* _Work to complete_
Among the records below, find the lines that contain "connectivity" and copy each of them.

* _Data to use_

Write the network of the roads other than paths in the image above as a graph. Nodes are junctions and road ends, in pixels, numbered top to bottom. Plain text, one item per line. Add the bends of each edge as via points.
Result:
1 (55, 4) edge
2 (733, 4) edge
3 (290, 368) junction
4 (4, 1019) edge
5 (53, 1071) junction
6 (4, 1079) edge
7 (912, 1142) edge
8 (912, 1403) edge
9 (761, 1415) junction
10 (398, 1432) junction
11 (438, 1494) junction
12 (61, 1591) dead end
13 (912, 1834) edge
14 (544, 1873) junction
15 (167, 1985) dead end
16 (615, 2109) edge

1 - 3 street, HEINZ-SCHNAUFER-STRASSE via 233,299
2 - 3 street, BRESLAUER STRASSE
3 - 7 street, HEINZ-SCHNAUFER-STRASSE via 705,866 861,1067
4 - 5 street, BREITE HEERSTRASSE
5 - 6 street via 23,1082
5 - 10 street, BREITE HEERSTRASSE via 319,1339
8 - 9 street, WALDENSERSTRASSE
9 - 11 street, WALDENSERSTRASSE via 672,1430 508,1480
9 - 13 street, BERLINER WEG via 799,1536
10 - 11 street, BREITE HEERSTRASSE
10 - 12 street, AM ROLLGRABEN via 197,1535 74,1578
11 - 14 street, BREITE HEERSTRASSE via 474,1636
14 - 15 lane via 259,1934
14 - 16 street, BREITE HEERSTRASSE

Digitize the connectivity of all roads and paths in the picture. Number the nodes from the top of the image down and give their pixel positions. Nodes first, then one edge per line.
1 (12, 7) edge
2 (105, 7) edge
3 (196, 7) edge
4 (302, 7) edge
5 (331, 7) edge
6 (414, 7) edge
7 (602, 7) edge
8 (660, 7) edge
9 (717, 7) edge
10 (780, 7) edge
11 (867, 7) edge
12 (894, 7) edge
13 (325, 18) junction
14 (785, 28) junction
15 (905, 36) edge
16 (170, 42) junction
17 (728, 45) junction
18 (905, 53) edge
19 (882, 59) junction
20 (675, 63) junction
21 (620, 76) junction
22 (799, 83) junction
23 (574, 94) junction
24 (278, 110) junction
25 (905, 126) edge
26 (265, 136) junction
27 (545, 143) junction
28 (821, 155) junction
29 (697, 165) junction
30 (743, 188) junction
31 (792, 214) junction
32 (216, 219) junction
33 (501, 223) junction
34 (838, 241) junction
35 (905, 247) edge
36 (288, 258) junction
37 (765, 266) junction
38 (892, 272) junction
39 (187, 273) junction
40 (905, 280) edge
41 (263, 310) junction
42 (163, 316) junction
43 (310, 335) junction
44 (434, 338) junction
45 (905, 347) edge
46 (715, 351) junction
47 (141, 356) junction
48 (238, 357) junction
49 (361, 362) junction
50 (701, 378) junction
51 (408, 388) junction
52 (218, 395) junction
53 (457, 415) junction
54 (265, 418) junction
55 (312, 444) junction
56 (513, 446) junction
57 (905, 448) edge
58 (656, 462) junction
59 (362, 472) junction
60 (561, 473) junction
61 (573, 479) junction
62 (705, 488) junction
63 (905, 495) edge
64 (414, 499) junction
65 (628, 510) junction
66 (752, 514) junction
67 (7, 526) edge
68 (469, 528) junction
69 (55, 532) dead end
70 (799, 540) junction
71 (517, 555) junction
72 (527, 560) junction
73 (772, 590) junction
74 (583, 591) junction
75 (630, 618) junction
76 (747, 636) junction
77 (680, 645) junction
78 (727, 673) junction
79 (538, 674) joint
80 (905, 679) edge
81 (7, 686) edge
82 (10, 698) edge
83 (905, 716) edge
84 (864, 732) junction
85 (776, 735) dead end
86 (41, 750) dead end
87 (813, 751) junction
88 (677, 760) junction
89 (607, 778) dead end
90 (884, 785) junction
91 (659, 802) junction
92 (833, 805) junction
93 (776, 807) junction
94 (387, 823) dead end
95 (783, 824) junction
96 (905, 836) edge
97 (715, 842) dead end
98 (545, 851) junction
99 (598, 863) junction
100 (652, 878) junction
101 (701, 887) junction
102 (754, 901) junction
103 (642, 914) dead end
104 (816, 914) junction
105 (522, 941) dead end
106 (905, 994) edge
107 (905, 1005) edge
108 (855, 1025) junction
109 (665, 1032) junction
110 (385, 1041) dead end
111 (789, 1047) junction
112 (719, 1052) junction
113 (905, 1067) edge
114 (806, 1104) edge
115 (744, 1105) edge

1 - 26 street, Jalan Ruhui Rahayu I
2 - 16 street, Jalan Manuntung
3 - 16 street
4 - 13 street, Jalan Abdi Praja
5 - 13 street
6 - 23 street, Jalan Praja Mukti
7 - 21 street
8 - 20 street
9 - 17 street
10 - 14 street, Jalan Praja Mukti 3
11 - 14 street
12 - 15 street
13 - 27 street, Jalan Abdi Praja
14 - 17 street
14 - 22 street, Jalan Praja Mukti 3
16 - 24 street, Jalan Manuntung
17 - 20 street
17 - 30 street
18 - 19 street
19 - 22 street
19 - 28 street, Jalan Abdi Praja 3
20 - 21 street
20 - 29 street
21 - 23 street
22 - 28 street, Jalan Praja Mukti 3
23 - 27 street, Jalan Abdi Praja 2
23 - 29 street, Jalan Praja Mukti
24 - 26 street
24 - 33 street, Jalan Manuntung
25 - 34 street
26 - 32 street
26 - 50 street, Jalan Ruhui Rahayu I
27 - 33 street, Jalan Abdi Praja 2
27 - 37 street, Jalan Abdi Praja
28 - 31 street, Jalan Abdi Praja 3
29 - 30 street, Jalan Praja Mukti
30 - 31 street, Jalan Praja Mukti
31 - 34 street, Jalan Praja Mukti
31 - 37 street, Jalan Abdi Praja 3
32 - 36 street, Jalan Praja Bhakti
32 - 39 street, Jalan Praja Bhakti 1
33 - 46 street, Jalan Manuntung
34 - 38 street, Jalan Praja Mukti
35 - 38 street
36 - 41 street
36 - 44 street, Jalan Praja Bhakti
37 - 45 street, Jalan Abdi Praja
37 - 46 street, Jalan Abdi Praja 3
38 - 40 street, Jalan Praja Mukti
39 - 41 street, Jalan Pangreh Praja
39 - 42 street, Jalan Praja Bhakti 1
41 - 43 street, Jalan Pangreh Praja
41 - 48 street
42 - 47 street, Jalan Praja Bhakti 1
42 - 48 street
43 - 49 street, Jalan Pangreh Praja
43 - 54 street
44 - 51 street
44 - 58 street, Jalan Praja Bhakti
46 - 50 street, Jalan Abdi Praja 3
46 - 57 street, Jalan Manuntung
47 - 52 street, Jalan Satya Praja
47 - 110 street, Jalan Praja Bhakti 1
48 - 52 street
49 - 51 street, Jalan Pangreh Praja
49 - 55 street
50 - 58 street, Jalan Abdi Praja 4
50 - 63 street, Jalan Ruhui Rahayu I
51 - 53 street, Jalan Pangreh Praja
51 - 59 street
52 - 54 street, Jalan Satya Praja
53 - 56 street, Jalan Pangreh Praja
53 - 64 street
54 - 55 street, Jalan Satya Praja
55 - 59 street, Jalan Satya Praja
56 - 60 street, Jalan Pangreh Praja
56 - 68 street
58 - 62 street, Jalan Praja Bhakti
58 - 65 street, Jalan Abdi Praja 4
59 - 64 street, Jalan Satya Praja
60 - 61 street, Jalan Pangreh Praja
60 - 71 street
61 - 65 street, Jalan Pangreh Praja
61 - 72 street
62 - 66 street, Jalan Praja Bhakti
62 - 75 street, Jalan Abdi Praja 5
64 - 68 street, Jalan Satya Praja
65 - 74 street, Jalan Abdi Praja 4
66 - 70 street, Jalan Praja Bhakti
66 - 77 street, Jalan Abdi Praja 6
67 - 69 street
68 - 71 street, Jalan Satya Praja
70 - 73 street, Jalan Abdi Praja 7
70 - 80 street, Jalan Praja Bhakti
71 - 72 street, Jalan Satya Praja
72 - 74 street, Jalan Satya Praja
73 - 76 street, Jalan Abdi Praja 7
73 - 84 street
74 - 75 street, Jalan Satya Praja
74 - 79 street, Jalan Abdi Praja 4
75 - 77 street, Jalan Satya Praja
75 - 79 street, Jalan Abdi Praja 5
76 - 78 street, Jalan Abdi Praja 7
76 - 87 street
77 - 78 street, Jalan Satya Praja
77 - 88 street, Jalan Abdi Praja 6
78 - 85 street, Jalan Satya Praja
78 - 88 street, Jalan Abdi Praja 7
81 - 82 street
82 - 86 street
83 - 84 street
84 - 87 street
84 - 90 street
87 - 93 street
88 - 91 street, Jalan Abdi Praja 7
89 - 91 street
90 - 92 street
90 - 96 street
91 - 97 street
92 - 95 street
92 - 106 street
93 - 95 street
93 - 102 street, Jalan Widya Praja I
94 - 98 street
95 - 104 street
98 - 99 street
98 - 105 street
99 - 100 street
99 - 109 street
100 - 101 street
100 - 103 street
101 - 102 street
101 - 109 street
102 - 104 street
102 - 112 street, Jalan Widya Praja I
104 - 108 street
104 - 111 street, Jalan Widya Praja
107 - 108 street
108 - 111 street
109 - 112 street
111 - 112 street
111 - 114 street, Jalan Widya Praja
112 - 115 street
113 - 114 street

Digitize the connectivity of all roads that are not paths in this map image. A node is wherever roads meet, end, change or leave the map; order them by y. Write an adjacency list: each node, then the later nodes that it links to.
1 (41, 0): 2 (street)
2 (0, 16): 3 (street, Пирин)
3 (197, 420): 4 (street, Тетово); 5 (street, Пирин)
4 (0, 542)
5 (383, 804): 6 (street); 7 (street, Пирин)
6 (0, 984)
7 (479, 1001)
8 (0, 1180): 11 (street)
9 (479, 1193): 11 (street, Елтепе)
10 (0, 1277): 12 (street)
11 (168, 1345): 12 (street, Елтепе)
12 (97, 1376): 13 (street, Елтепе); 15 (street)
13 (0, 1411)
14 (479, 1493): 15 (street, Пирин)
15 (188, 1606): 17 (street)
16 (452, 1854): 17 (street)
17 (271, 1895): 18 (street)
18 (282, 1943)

* _Answer space_
Digitize the connectivity of all roads and paths in the picture. Number the nodes from the top of the image down and give their pixel positions. Nodes first, then one edge per line.
Digitize the connectivity of all roads that are not paths in this map image. A node is wherever roads meet, end, change or leave the map; order them by y. Write an adjacency list: each node, then the later nodes that it links to.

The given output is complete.